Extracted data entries
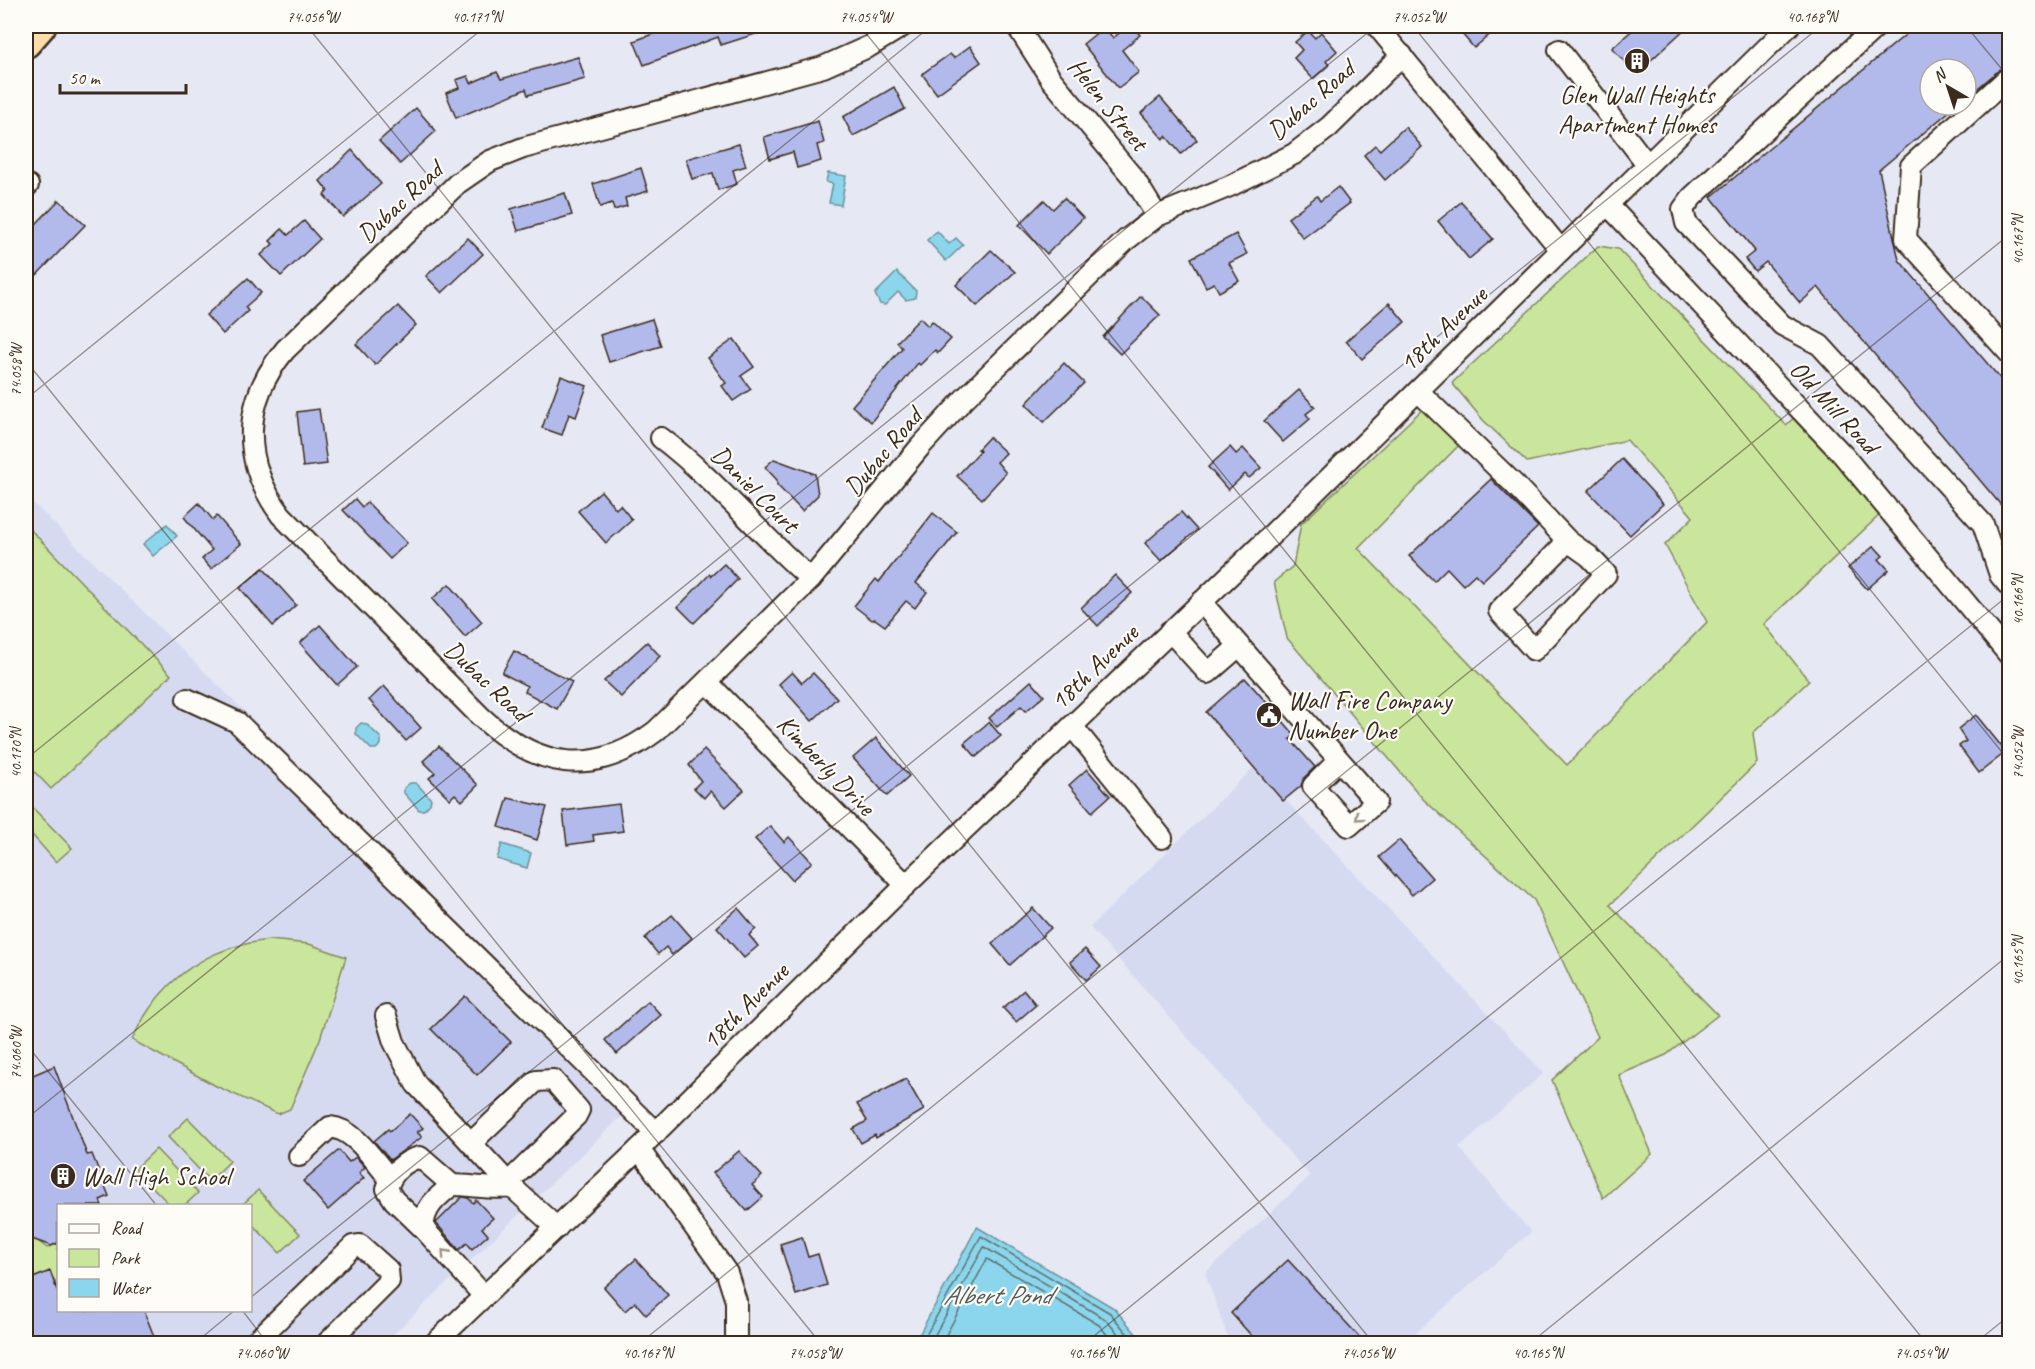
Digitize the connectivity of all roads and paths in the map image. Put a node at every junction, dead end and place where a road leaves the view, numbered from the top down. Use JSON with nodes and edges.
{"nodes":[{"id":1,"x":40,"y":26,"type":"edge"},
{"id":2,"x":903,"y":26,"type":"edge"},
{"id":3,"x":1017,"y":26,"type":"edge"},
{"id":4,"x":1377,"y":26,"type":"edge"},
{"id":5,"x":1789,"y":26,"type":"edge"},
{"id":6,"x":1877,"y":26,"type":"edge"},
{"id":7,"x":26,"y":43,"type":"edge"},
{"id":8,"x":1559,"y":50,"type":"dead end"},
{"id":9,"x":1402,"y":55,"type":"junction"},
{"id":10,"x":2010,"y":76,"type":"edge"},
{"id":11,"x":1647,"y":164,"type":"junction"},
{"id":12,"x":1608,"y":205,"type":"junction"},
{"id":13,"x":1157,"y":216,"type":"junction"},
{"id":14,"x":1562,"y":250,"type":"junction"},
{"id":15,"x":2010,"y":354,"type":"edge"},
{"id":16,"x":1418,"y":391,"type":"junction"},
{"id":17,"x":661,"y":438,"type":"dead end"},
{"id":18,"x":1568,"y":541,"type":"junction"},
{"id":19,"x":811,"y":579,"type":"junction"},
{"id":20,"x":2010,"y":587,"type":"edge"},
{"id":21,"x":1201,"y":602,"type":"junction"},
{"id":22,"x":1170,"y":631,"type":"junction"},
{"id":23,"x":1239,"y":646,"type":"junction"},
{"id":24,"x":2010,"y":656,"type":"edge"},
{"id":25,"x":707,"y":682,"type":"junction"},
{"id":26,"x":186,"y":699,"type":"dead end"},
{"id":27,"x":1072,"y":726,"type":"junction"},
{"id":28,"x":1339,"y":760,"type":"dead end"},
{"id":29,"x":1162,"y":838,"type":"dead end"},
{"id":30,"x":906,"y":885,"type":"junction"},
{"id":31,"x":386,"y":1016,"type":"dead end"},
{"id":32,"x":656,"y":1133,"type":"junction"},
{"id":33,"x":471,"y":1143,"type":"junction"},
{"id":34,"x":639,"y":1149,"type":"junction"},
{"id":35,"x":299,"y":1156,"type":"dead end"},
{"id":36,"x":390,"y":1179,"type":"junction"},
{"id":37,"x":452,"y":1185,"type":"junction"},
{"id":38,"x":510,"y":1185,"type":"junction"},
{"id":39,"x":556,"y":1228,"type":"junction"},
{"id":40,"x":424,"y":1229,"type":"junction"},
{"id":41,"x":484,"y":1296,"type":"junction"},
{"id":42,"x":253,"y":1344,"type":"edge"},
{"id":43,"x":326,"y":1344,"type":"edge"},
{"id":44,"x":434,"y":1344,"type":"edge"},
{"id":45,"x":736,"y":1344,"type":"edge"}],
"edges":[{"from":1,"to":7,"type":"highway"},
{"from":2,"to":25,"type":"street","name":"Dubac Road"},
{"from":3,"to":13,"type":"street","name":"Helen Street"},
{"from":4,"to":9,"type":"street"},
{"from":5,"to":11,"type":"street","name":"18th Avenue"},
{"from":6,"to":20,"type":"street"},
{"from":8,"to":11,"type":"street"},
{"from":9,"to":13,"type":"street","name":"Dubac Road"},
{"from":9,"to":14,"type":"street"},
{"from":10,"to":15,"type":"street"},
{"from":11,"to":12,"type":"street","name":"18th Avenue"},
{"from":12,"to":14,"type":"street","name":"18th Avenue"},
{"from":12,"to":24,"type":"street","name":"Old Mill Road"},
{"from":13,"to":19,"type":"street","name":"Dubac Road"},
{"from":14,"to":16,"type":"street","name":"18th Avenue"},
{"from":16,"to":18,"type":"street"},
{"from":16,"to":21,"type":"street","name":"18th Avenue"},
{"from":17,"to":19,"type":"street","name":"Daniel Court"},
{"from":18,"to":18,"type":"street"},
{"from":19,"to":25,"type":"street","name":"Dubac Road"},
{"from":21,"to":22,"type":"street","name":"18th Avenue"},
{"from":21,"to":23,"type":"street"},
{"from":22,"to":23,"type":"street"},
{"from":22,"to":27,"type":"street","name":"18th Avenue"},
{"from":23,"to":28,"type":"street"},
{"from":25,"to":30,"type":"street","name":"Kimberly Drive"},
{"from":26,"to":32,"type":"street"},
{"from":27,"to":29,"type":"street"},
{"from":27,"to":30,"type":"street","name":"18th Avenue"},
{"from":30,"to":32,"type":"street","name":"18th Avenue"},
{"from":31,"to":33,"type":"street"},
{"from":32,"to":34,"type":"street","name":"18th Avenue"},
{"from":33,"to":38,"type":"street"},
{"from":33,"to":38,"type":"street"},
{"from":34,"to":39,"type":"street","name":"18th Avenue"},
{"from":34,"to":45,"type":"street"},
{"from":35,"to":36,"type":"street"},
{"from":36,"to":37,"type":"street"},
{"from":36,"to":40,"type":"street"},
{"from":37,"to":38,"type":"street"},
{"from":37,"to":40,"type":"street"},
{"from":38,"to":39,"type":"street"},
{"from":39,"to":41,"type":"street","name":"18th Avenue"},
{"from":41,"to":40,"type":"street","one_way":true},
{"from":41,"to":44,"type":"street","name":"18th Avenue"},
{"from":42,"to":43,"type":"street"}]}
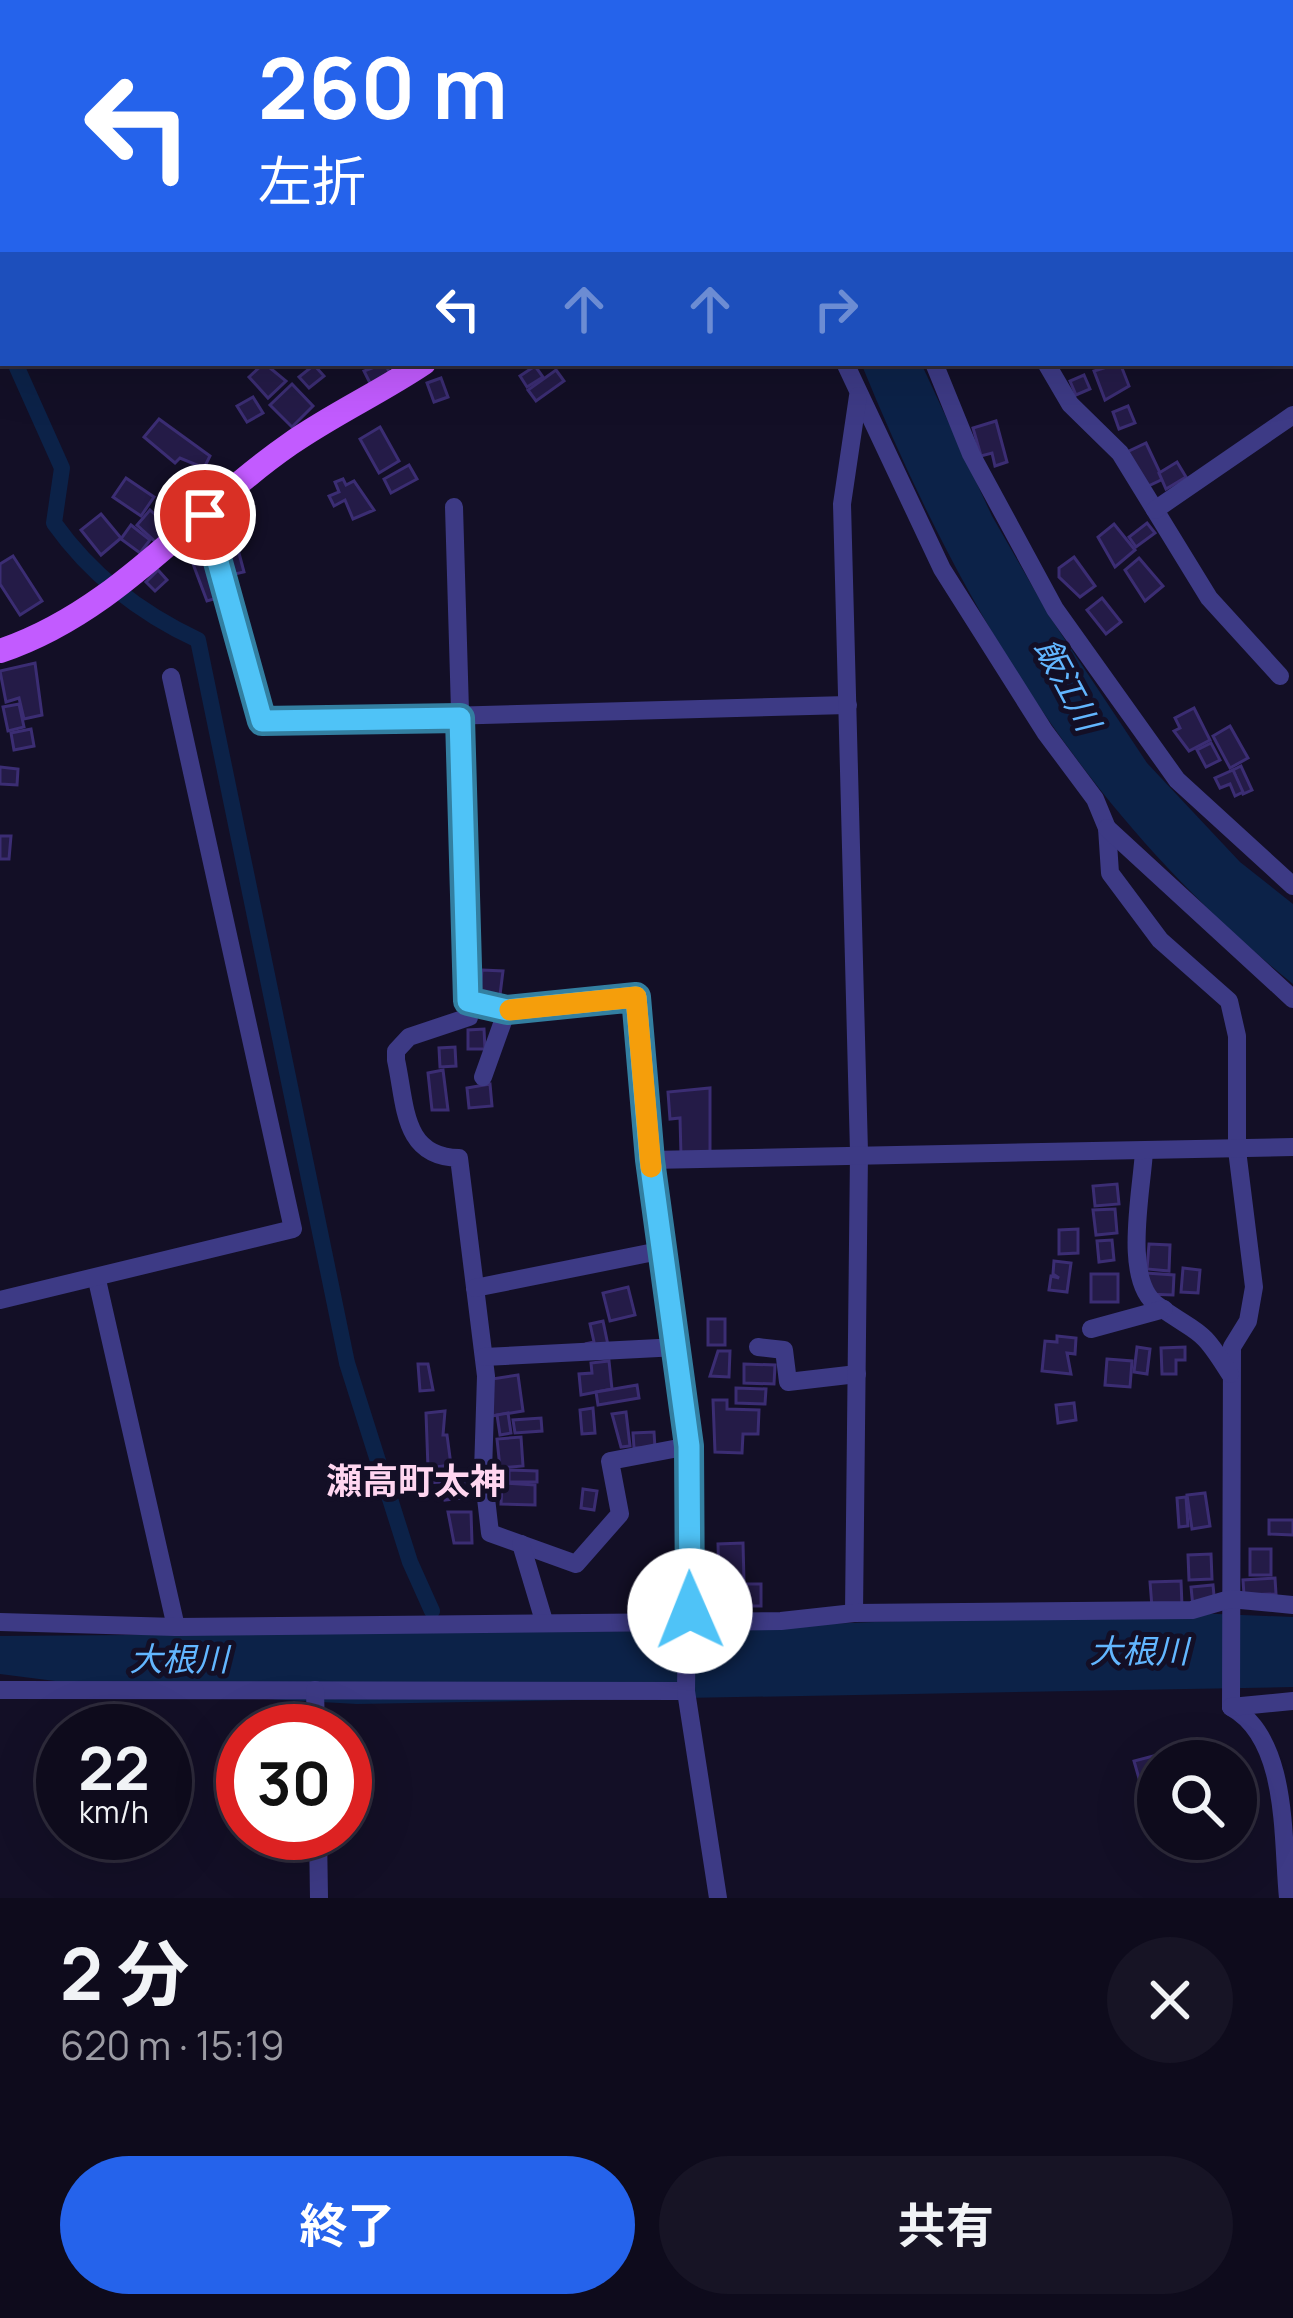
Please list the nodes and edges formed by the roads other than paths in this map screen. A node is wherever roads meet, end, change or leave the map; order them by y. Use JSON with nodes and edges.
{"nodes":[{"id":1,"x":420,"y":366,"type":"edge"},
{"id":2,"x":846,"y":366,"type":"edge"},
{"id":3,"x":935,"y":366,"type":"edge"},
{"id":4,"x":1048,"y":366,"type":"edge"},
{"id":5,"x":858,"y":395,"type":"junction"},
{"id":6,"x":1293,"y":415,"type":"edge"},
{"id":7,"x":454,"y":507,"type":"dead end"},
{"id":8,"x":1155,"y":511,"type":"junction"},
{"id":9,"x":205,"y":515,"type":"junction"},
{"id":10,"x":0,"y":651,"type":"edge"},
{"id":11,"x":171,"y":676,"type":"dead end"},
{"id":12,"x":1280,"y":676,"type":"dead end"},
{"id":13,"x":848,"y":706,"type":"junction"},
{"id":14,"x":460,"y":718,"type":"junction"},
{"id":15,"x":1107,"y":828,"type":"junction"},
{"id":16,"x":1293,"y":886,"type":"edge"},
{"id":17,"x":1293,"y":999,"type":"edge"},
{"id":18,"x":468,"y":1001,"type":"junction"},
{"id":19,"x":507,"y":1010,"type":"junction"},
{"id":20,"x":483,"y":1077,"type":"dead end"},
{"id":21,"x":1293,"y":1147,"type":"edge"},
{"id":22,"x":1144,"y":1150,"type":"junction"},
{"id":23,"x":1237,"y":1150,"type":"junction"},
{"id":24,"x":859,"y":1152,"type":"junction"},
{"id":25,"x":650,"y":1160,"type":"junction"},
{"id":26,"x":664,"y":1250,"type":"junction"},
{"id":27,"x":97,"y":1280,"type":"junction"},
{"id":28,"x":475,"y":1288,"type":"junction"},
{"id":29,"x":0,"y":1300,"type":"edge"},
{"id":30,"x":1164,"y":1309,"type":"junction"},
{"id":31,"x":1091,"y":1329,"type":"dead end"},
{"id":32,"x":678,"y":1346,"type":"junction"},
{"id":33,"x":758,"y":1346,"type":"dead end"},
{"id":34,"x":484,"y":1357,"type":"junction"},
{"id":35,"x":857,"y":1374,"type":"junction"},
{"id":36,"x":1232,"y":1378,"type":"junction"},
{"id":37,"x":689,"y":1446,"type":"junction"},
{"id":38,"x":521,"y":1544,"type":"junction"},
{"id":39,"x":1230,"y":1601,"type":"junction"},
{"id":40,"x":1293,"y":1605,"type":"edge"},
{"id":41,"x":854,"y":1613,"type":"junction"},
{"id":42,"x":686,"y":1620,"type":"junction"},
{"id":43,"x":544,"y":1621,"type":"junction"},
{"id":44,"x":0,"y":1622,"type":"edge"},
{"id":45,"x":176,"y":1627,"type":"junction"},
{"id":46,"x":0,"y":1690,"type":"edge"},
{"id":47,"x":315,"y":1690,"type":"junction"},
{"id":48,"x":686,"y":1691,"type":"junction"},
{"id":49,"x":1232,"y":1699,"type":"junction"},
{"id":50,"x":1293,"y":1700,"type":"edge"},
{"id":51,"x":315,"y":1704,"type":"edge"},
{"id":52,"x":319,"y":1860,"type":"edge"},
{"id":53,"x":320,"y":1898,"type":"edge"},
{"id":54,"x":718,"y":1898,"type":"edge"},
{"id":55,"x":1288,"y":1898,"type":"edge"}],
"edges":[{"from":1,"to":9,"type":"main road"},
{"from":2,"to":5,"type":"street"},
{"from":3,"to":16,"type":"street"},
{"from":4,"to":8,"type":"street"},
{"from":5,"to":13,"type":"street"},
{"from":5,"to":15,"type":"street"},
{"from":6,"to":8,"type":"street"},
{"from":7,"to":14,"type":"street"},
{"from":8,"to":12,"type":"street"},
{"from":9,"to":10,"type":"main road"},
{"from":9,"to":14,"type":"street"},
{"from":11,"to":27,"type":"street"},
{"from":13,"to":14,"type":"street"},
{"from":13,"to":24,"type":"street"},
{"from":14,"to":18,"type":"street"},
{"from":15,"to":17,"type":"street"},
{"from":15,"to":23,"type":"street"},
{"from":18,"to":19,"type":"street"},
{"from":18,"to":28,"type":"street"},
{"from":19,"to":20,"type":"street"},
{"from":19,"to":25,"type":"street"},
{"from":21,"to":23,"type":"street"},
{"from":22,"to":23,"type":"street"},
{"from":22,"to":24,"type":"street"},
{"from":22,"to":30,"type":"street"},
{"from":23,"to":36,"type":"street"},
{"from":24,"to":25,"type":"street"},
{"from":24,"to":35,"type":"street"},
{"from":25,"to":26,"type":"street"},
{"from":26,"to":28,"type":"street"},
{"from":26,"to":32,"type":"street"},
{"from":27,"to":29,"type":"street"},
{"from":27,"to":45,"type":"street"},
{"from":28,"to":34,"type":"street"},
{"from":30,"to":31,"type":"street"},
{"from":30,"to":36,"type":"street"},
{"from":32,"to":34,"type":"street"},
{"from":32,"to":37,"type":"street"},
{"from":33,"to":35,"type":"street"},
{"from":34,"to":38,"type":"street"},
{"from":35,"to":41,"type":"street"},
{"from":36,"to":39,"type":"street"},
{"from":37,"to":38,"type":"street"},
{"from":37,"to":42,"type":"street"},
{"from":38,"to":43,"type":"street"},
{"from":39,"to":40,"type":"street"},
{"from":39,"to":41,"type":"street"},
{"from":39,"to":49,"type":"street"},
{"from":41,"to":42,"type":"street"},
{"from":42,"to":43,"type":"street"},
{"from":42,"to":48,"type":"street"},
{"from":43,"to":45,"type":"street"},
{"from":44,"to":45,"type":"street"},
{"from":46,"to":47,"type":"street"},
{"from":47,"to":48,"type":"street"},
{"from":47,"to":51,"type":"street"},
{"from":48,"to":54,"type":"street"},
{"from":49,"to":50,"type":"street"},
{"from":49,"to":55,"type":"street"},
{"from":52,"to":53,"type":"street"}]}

(What is required)
Say how many lines above hold the word "JSON", giving only the count.

(Answer space)
2